I was aware that the pipes got crossed somewhere between the under stair and the emergence below the unserviceable cylinder. What I discovered today was that they crossed again behind the cylinder, due to the right hand pipe serving the lower coil connection coming out at the top as the left hand pipe (doh!). :oops: The outcome of this, and tested by breaking the circuit and pouring water down a pipe to see where it emerged, is that the flow DOES connect to the top of the coil, not the bottom, and that pipe continues as the vent pipe. It was therefore simple and conventional to connect the fill pipe into that, above the cylinder, and terminate the lower connection pipe with a manual bleed valve, also just above the cylinder.

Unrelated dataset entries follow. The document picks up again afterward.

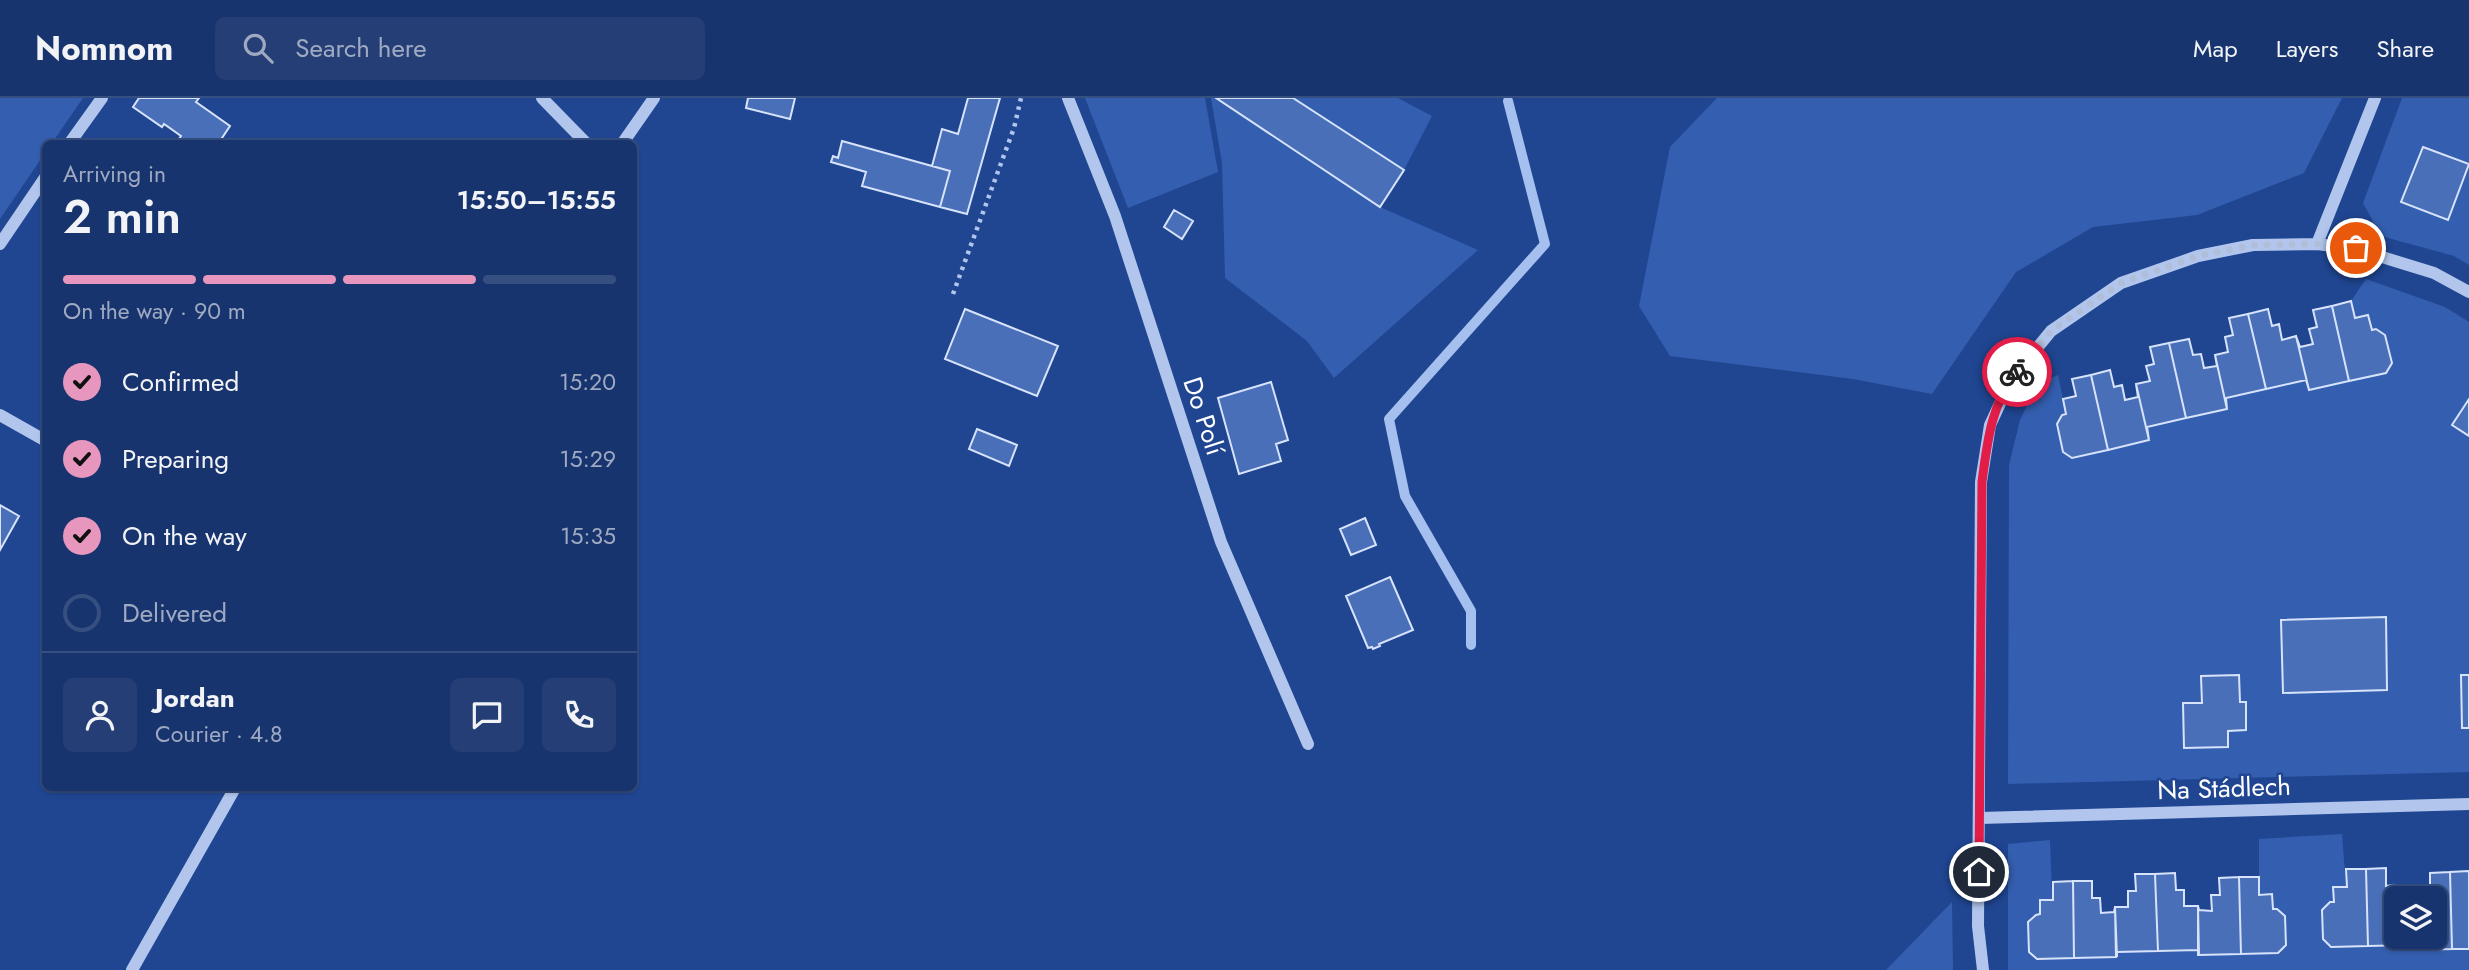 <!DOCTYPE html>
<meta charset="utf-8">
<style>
body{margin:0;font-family:Jost,sans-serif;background:#253f76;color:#f1f3f6;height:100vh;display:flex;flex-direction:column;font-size:26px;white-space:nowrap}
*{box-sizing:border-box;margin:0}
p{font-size:23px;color:#9faac2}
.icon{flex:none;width:38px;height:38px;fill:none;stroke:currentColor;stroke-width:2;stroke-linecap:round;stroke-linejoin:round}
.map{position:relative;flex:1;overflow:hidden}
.sheet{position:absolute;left:42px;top:42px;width:595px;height:651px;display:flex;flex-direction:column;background:#18346e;border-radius:10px;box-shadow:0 2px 5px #0004,0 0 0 2px #364f81}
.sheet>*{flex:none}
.tools{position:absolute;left:2384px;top:788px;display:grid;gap:14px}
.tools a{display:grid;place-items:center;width:63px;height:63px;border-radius:10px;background:#18346e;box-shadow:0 2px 5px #0004,0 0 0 2px #364f81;font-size:35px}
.pin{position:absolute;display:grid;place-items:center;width:60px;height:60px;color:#fff;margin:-30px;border:4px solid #fff;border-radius:50%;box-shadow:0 2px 7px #0007}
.courier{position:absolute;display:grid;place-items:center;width:70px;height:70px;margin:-35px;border:5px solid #e11d48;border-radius:50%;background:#fff;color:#222;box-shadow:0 2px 9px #0007}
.summary em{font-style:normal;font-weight:600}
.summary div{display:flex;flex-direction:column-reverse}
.summary{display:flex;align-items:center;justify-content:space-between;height:119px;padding:0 21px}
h1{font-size:46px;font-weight:600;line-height:52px}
.bar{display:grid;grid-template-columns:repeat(4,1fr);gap:10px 7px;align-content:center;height:84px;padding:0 21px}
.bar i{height:9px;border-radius:5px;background:#364f81}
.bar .selected{background:#e797bd}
.bar p{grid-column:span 4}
.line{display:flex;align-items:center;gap:18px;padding:0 21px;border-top:2px solid #364f81}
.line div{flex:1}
.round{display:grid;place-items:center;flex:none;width:74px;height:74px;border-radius:10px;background:#253f76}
ol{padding:0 21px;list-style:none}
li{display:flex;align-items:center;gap:21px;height:77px}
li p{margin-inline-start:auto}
li .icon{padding:7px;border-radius:50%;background:#e797bd;color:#111;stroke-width:4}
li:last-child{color:#9faac2}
li i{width:38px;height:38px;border:4px solid #364f81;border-radius:50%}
header{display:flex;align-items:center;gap:42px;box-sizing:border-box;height:98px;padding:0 35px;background:#18346e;border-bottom:2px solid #364f81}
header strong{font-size:33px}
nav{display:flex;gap:38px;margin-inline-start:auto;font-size:24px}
.search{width:490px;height:63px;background:#253f76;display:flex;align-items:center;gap:18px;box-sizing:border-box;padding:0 24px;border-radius:10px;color:#9faac2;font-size:26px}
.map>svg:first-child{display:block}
</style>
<header>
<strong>Nomnom</strong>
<div class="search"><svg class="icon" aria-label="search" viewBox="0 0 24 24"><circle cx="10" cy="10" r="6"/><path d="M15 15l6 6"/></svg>Search here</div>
<nav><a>Map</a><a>Layers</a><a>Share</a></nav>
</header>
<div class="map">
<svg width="2469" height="872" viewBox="0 0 2469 872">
<rect width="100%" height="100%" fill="#204692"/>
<path fill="#345eaf" d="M0 0H83L52 45 46 46 45 55 0 121Z
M1085 0H1205L1218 74 1128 110Z
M1211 0H1398L1432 18 1404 72 1380 109 1478 152 1334 280 1307 243 1225 180 1222 65Z
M1717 0H2342L2304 75 2197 117 2093 129 2016 174 1932 296 1853 281 1670 258 1639 208 1670 49Z
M2402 0H2469V167L2454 158 2381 138 2363 105Z
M2366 181 2445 209 2469 224V674L2008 686 2009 367 2020 322 2037 286 2058 277 2066 315 2138 299 2313 246 2351 203Z
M2342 736 2347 801 2396 809V838H2434L2469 809V872H2008V746L2050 742 2053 822 2114 814 2273 811 2272 796 2259 797V741Z
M1952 804 1953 872H1886Z"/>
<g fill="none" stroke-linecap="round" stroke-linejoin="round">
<path stroke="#a5c0ee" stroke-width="10" d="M1471 547V513L1405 398 1389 321 1545 146 1508 3"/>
</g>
<path fill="#496fb9" stroke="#d7e3fa" stroke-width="2" d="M139 0H199L196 4 230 28 218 46H186L179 41 181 38 164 26 162 29 133 9Z
M748 0H795L790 21 746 10Z
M968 0H1000L967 116 940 109 950 73 932 68 942 31 958 36Z
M1216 0H1293L1404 72 1380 109Z
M842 43 950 73 940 109 862 88 866 74 831 64 833 58 838 60Z
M2423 49 2469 66 2448 122 2401 104Z
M1174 112 1193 123 1182 141 1164 129Z
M2351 203 2355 220 2368 217 2372 232 2376 231 2385 237 2392 265 2386 275 2349 283 2332 208Z
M2332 208 2349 283 2309 292 2296 238 2300 249 2313 246 2309 231 2317 229 2313 212Z
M965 211 1058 248 1037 298 945 261Z
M2268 211 2272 228 2279 226 2282 242 2296 238 2309 292 2306 282 2266 291 2248 216Z
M2248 216 2266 291 2226 300 2227 311 2215 257 2228 254 2225 239 2233 237 2229 220Z
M2189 241 2193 257 2201 256 2204 270 2217 268 2215 257 2227 311 2186 320 2169 245Z
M2169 245 2186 320 2147 329 2149 342 2136 286 2150 283 2146 268 2154 266 2150 249Z
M2110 272 2114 289 2122 287 2125 302 2138 299 2136 286 2149 342 2108 352 2091 277Z
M2091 277 2108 352 2072 360 2063 354 2057 326 2062 317 2066 316 2063 301 2076 298 2072 281Z
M1271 284 1288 342 1276 346 1281 363 1239 376 1218 300Z
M2469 301V338L2452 327Z
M977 331 1017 347 1009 368 969 351Z
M0 407 19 418 0 452Z
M1365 420 1376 447 1351 457 1340 431Z
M1390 479 1413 532 1379 546 1380 548 1373 551 1372 549 1368 550 1346 498Z
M2386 519 2387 592 2283 595 2281 522Z
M2239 577 2240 604H2246V632L2228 633V649L2184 650 2183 605H2202L2201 578Z
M2461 577H2469V630H2462Z
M2386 770V788L2394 787 2396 838H2409V847L2368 848 2366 771Z
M2346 771H2366L2368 848 2331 849 2323 841 2322 812 2330 804H2334L2333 789H2347Z
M2469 773V851H2452L2450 774Z
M2450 774 2452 851 2409 852V838H2434V800H2422V792H2430V775Z
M2175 775 2176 792H2184V808H2198V858V852L2158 853 2155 776Z
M2135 776H2155L2158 853 2117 854V859L2115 809H2128V793H2136Z
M2239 779H2259V797L2272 796 2273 811H2277L2285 818 2286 847 2278 855 2241 856Z
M2239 779 2241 856 2199 857 2198 808 2199 812 2212 813 2211 797H2220L2219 780Z
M2073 783 2074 860 2037 861 2029 854 2028 824 2036 817 2040 816V802H2053V784Z
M2073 783H2092V800H2100L2101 815 2114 814 2115 809 2116 859 2074 860Z"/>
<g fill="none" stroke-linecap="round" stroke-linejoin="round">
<path stroke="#b2c6ed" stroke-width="4.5" stroke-dasharray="3.5 5" stroke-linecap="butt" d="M953 196 1014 30 1021 0"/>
<path stroke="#b2c6ed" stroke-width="12" d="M542 0 587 46
M1068 0 1115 118 1221 444 1308 646
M69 46 102 0
M622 46 654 0
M0 146 46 78
M2317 146 2375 0
M0 317 46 343
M1980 720 2469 706
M132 872 235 690
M1983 872 1978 828 1981 384 1990 327 2011 282 2051 233 2121 185 2198 158 2253 147 2317 146 2356 151 2434 175 2469 194"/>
</g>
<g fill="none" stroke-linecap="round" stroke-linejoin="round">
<path stroke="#b1bed9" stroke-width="7" stroke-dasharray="0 12.6" d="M2017 274 2051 233 2121 185 2198 158 2253 147 2317 146 2356 150"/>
<path stroke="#e11d48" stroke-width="9" d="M1979 774 1982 384C1987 346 1991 305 2017 274"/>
</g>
<g text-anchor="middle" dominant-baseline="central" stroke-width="5" stroke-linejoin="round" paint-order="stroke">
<g font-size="26" fill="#fff" stroke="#204692">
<text transform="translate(1204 318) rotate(72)">Do Polí</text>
<text transform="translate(2224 690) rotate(-2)">Na Stádlech</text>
</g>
</g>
</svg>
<div class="tools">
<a><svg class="icon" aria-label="layers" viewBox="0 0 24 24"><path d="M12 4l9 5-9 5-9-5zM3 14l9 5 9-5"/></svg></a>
</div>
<div class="pin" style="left:2356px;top:150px;background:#ea580c"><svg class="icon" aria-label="bag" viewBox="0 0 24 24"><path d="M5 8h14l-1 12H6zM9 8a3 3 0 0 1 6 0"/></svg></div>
<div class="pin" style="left:1979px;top:774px;background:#1f2937"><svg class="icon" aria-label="home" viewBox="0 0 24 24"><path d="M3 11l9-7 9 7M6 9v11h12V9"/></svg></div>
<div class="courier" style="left:2017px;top:274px"><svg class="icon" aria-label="bike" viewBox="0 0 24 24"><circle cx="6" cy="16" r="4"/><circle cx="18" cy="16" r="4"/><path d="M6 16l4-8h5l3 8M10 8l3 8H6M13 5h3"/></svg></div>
<section class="sheet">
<div class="summary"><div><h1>2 min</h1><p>Arriving in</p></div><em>15:50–15:55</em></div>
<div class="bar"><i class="selected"></i><i class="selected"></i><i class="selected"></i><i></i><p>On the way · 90 m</p></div>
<ol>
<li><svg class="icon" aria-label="check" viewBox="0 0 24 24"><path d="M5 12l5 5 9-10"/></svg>Confirmed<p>15:20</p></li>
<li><svg class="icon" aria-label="check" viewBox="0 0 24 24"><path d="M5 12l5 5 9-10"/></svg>Preparing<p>15:29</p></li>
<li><svg class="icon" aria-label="check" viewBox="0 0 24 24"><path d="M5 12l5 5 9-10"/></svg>On the way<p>15:35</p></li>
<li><i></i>Delivered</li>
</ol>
<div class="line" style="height:126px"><a class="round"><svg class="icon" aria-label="person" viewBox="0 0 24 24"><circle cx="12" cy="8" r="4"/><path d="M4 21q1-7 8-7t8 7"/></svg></a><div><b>Jordan</b><p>Courier · 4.8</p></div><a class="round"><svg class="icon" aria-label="chat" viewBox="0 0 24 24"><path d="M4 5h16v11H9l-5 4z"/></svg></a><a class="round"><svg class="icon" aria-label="phone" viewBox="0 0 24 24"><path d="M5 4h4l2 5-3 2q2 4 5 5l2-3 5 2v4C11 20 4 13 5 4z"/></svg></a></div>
</section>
</div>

So, I now have a combined feed and vent connected in the right place at the top coil connection and leading up from the top flow connection of the boiler. This water is driven by the pump injecting into the base of the boiler on it's return path, which is what was causing the pumping over. I can now set the pump to any setting, and no pumping over occurs.

Thanks again to ChrisR in post here: //www.diynot.com/forums/viewtopic.php?p=341459#341459 for suggesting this solution, which I've not seen illustrated or described anywhere else. I have seen references to "combined feed and vent", but usually in some derogatory context as something not to be considered good practice. Maybe it's not, but IT WORKS so don't knock it!